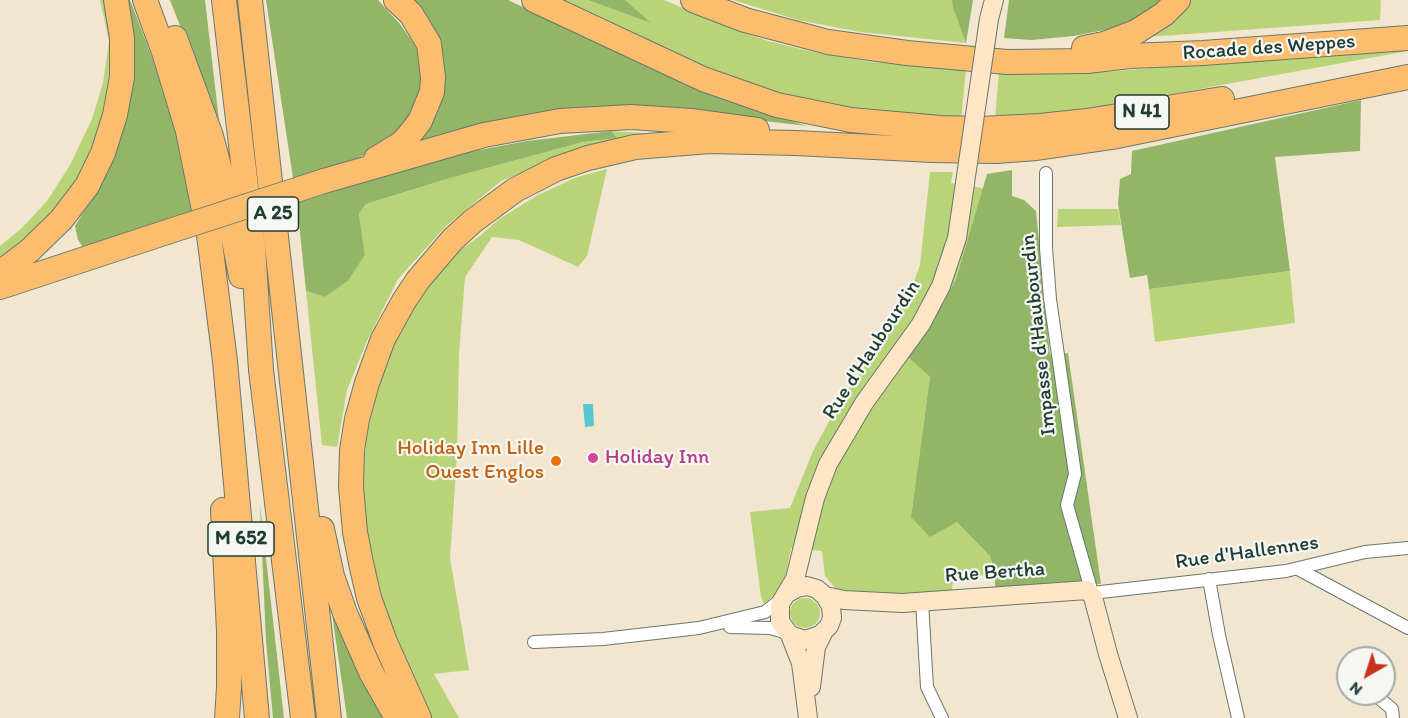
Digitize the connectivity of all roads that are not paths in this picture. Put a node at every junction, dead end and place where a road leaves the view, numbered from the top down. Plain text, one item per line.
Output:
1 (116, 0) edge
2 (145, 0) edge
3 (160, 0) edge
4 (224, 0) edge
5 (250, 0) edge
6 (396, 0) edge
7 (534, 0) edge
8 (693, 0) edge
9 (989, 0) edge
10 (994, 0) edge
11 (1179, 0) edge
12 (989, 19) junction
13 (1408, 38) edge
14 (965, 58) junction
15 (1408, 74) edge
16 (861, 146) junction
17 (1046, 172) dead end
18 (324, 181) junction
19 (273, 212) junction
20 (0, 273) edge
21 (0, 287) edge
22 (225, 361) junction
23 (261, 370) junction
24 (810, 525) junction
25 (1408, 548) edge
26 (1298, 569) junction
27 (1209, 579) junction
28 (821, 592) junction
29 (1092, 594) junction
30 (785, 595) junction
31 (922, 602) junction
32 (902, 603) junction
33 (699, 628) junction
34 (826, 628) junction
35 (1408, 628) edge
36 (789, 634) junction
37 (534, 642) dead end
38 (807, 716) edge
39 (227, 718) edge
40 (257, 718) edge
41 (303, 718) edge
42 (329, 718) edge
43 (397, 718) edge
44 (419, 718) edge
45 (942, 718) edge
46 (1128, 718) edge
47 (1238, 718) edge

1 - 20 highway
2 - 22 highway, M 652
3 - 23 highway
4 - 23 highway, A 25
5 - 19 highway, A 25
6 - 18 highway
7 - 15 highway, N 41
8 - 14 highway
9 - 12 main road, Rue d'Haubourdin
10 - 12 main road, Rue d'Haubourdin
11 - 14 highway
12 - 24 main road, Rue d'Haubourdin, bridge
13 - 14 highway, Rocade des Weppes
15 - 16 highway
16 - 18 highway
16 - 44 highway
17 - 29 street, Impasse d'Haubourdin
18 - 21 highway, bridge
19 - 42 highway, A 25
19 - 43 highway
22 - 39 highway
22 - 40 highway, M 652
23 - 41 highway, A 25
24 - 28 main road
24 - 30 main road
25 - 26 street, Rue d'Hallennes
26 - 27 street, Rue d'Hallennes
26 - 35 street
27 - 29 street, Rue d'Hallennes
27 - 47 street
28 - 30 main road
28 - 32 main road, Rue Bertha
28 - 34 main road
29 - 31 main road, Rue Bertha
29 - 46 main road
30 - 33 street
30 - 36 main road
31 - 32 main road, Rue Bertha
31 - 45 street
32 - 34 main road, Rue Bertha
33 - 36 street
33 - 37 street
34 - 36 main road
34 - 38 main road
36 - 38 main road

┄┄┄┄┄┄┄┄┄┄┄┄┄┄┄┄┄┄┄┄

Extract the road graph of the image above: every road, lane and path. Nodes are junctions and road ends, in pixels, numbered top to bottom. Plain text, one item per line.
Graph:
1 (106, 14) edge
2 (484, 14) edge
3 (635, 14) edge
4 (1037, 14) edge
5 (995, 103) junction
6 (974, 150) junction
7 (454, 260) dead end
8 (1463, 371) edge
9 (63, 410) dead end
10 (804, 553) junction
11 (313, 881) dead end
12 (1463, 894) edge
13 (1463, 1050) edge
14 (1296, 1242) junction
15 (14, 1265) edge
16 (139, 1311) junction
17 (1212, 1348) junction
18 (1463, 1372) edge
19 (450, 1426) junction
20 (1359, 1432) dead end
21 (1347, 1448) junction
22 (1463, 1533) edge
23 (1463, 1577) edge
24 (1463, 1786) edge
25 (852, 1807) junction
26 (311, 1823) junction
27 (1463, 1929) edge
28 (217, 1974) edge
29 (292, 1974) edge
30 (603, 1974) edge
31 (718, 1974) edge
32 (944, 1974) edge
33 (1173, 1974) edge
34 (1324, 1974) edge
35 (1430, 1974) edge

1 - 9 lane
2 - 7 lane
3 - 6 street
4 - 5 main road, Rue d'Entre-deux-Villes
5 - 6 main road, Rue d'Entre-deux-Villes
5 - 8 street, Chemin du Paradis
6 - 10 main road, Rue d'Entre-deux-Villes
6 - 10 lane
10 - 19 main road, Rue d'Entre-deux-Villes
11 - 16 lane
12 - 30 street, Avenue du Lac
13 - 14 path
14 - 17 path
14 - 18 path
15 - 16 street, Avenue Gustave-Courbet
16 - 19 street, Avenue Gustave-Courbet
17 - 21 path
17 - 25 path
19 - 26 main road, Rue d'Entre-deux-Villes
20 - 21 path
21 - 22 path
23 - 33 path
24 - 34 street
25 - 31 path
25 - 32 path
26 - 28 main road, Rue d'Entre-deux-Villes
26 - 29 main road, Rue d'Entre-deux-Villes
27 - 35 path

┄┄┄┄┄┄┄┄┄┄┄┄┄┄┄┄┄┄┄┄

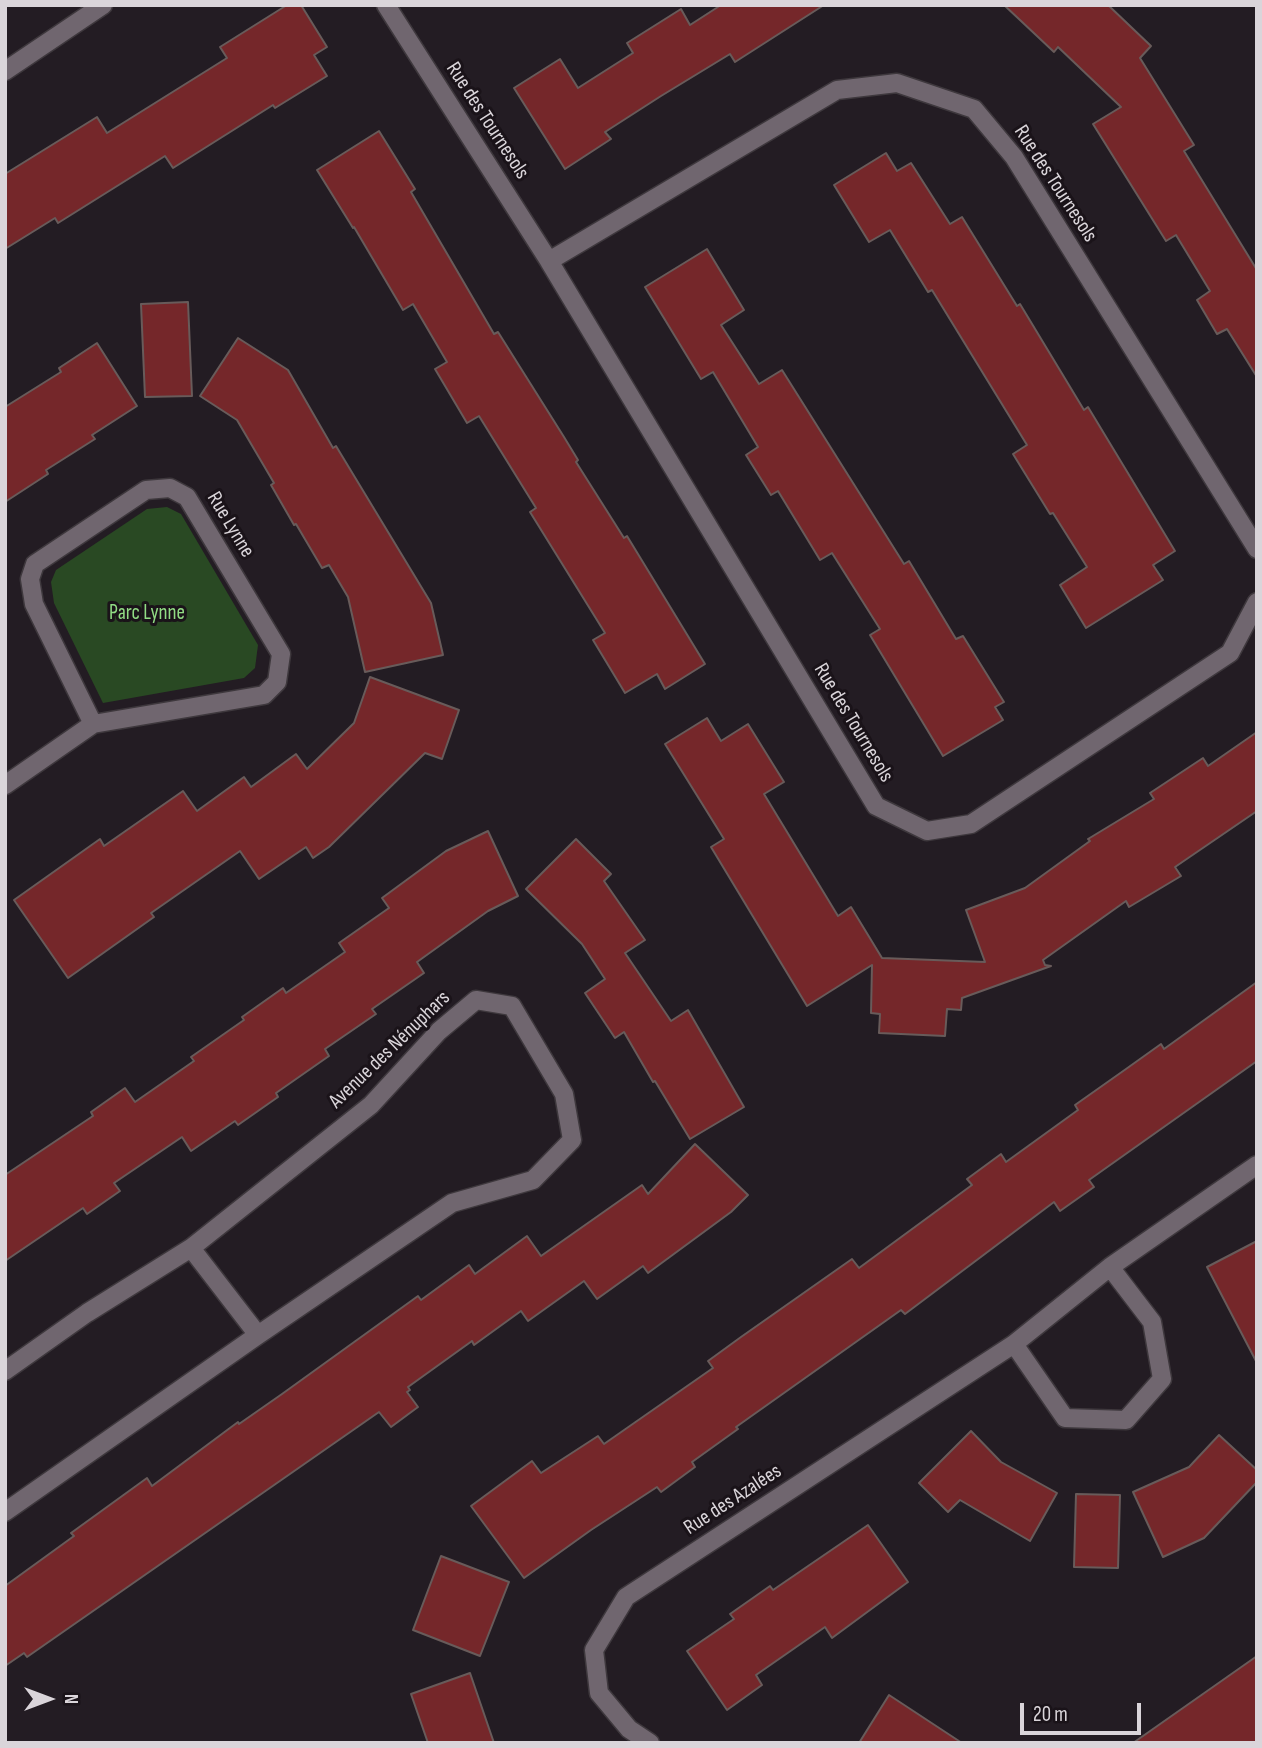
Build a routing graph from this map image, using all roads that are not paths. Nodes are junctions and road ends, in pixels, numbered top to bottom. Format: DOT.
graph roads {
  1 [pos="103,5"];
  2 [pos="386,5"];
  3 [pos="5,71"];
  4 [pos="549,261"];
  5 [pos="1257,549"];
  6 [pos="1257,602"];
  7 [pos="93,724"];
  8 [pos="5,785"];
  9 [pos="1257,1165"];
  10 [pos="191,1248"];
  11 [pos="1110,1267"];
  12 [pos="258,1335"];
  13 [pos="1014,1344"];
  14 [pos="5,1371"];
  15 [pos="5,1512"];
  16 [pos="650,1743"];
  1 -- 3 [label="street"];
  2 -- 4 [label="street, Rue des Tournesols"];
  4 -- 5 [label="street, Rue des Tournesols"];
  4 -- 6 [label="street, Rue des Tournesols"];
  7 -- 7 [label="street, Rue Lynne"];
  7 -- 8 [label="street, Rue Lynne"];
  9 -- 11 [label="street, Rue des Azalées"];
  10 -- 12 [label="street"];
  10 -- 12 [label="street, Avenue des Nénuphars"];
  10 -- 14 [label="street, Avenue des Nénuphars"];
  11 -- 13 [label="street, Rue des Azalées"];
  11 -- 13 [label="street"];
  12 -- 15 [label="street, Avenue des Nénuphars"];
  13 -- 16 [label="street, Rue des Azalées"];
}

┄┄┄┄┄┄┄┄┄┄┄┄┄┄┄┄┄┄┄┄

Please state how many lines in the listing above hold the string "Gustave", and nothing more.

2